Everything from the line that contains "middle tip: (418, 229)" through the last line of the listing must be copied exactly, with both of those lines included and no others.

Start of Task inputs

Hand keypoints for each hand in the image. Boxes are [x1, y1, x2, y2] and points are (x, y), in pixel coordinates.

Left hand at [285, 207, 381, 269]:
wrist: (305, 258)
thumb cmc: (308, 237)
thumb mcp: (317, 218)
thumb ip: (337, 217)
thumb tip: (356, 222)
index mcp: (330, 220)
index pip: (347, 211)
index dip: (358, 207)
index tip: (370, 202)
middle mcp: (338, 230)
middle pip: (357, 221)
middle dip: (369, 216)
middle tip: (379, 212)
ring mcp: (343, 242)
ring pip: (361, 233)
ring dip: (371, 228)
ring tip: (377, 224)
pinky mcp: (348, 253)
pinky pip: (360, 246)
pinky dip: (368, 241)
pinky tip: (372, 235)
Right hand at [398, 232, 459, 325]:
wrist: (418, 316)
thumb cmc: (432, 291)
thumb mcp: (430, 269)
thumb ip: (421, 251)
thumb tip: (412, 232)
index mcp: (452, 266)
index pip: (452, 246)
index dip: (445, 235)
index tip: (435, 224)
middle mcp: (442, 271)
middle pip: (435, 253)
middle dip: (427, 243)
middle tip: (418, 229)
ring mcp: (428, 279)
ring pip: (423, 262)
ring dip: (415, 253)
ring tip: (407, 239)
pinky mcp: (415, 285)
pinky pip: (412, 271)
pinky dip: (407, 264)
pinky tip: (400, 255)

End of Task inputs

**Answer to the exercise**
middle tip: (418, 229)
ring mcp: (428, 279)
ring pip: (423, 262)
ring dip: (415, 253)
ring tip: (407, 239)
pinky mcp: (415, 285)
pinky pip: (412, 271)
pinky dip: (407, 264)
pinky tip: (400, 255)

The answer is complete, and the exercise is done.